In accordance with one aspect of the present invention, a method of downsampling a received picture to a lower resolution comprises a) horizontally downsampling the received picture, b) calculating at least first and second errors, wherein the first error is calculated based upon the received picture and a downsampled/upsampled version of the received picture derived from a first vertical downsampling filter, and wherein the second error is calculated based upon the received picture and a downsampled/upsampled version of the received picture derived from a second vertical downsampling filter; c) vertically downsampling the received picture using the first vertical downsampling filter if the first error is less than the second error; and, d) vertically downsampling the received picture using the second vertical downsampling filter if the second error is less than the first error.
In accordance with another aspect of the present invention, a downsampling apparatus downsamples a picture being processed and comprises an error calculation module and a filtering module. The error calculation module calculates first and second errors, where the first error is calculated based upon a difference between the picture being processed and a first version of the picture being processed derived from a first downsampling filter, and where the second error is calculated based upon a difference between the picture being processed and a second version of the picture being processed derived from a second downsampling filter. The filtering module downsamples the picture being processed using the first downsampling filter if the first error is less than the second error, and downsamples the picture being processed using the second downsampling filter if the second error is less than the first error.

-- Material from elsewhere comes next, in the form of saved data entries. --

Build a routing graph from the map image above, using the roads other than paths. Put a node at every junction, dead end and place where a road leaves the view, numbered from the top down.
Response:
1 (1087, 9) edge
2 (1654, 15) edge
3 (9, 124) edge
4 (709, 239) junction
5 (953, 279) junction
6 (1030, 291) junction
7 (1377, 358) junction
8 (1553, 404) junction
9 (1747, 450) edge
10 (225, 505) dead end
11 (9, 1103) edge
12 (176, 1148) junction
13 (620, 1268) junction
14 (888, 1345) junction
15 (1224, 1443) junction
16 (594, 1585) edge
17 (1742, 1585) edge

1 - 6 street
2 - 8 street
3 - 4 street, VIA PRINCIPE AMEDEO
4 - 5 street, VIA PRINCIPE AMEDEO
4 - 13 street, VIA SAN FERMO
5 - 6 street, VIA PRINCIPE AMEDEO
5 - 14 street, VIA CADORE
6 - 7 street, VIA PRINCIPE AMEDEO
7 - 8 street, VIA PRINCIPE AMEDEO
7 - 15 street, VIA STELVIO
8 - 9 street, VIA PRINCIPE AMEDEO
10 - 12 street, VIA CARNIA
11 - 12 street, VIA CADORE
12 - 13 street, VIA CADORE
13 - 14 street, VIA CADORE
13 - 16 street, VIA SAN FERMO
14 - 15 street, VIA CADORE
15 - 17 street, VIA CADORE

In accordance with still another aspect of the present invention, a downsampling apparatus converts a received DCT coefficient macroblock to a reconstructed pixel block and comprises an IDCT module, a horizontal downsampler, a calculation module, a filtering module, and a motion compensator. The IDCT module performs an inverse DCT on the received DCT coefficient macroblock to produce a first intermediate block. The horizontal downsampler horizontally downsamples the first intermediate block to produce a second intermediate block. The calculation module calculates first and second errors. The first error is calculated based upon a difference between one of the first and second intermediate blocks and a first downsampled/upsampled version of the one of the first and second intermediate blocks derived from a first vertical downsampling filter, and the second error is calculated based upon a difference between the one of the first and second intermediate blocks and a second downsampled/upsampled version of the one of the first and second intermediate blocks derived from a second vertical downsampling filter. The filtering module vertically downsamples the second intermediate block using the first vertical downsampling filter if the first error is less than the second error, and vertically downsamples the second intermediate block using the second vertical downsampling filter if the second error is less than the first error. The motion compensator adds prediction reference pixels to the horizontally and vertically downsampled block, as appropriate, to form reconstructed pixels.